Some businesses succeed or fail based purely on their messaging, but family law firms are among these. You can create demand for fad products out of thin air, and if all you do is create Internet content, then your product and the perception of your product are inseparably linked. It is a good thing that you are a lawyer and not simply a seller of widgets, or worse, vibes. Lawyers actually do something, instead of just talking themselves up and hoping that others buy into it.
Family lawyers must market their services directly to prospective clients more than lawyers in some practice areas do, though, so when you go to your law school class reunion or receive messages in a Whats App group chat of your former classmates, you might feel that your classmates who took jobs as corporate drones have it made, while you have to keep recruiting new clients. Furthermore, the work never ends unless you end up with a client whose track record with marriage gives the likes of Elizabeth Taylor and King Henry VIII a run for their money. The good news for family law attorneys is that, when it comes to marketing, a little goes a long way.
To Build a Successful Family Law Firm, Know Who You are and Who You are Not
Law firm marketing efforts should represent what your law firm is and not what you hope it will be in the future. When clients hire a lawyer, they do not do it on a speculative basis. They want to hire someone who gets clients through high-conflict divorce cases, not someone who hopes to break into the high-conflict divorce market.

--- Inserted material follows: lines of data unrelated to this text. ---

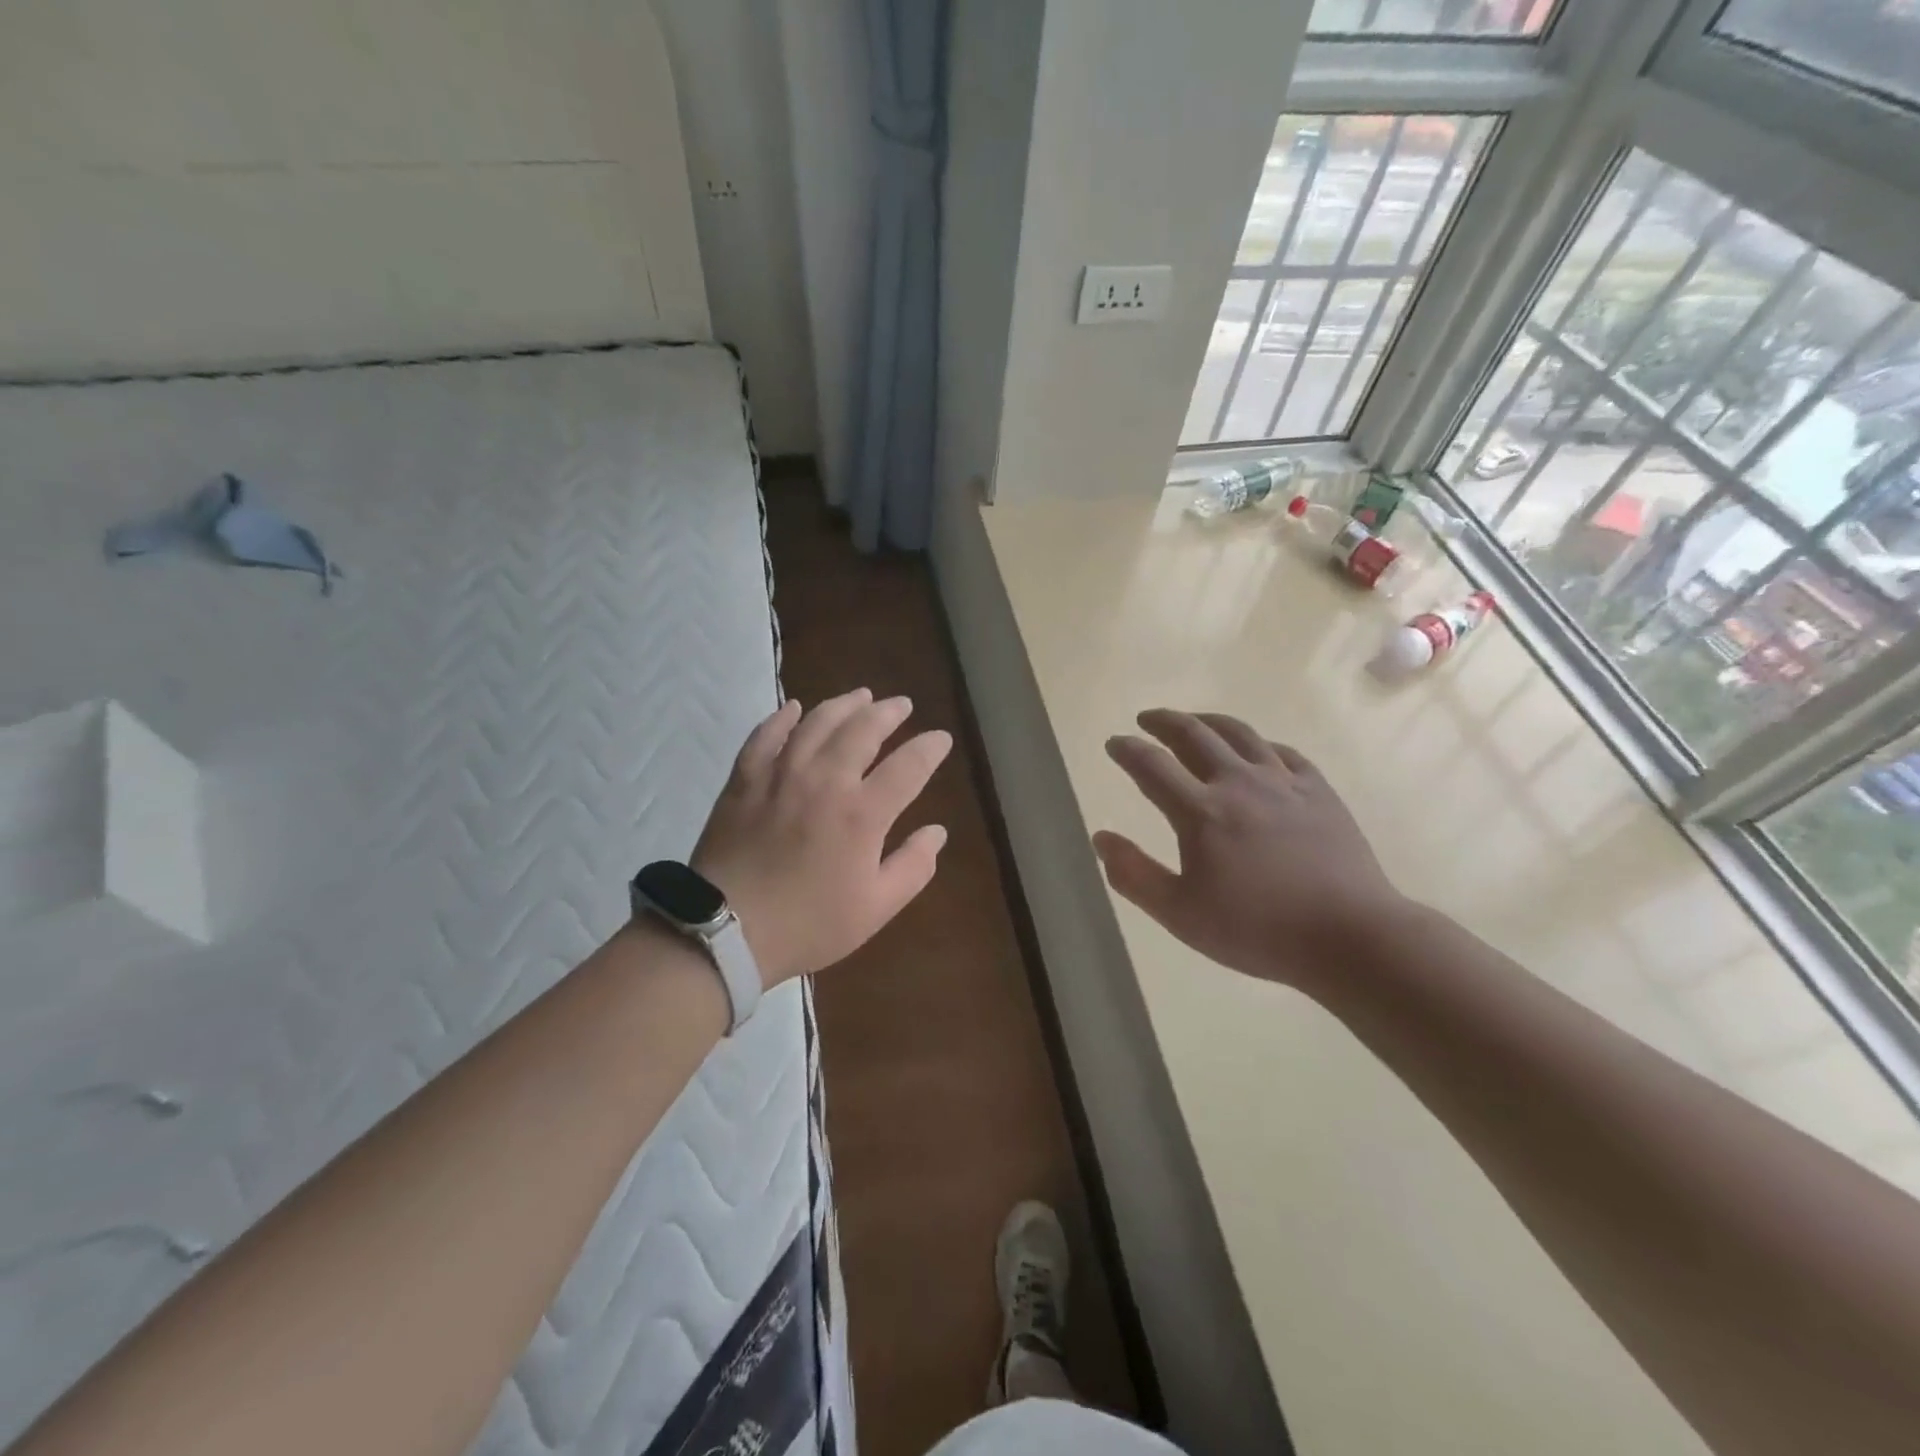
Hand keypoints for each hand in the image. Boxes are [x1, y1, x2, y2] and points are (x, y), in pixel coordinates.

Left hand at [690, 689, 952, 985]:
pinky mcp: (745, 779)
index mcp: (863, 813)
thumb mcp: (875, 908)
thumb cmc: (808, 924)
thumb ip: (913, 866)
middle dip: (888, 712)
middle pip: (863, 729)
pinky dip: (782, 717)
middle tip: (901, 704)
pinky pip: (765, 735)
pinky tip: (794, 707)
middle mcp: (825, 780)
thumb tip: (937, 832)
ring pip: (817, 722)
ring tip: (861, 695)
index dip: (930, 748)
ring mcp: (781, 774)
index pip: (908, 766)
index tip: (941, 739)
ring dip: (844, 704)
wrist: (725, 930)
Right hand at [1092, 709, 1402, 987]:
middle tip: (1147, 719)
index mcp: (1201, 811)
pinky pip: (1283, 752)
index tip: (1114, 743)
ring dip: (1208, 721)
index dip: (1127, 750)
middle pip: (1194, 735)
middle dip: (1164, 722)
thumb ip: (1134, 875)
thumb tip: (1100, 838)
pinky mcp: (1319, 791)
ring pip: (1239, 733)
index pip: (1152, 766)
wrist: (1349, 935)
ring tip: (1193, 721)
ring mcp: (1283, 782)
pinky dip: (1259, 743)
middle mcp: (1238, 783)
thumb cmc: (1257, 930)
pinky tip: (1256, 750)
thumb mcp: (1180, 914)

Your law firm’s website is the cornerstone of your marketing strategy. It should talk about the practice areas you work on, and only those practice areas. This way, people who are likely to hire you will find your website, and those who are not will not. Law firm marketing is about quality, not quantity.
The first step is to limit yourself to a few practice areas, only the ones you are comfortable working in. If you are a family law attorney, then take the divorce and co-parenting cases, and leave the criminal defense cases to the criminal defense lawyers and the immigration cases to the immigration lawyers. Practicing “door law,” where you agree to represent every client who walks through the door, regardless of the nature of his or her case, can sink any small family law firm, even if you live in a rural county with few law firms.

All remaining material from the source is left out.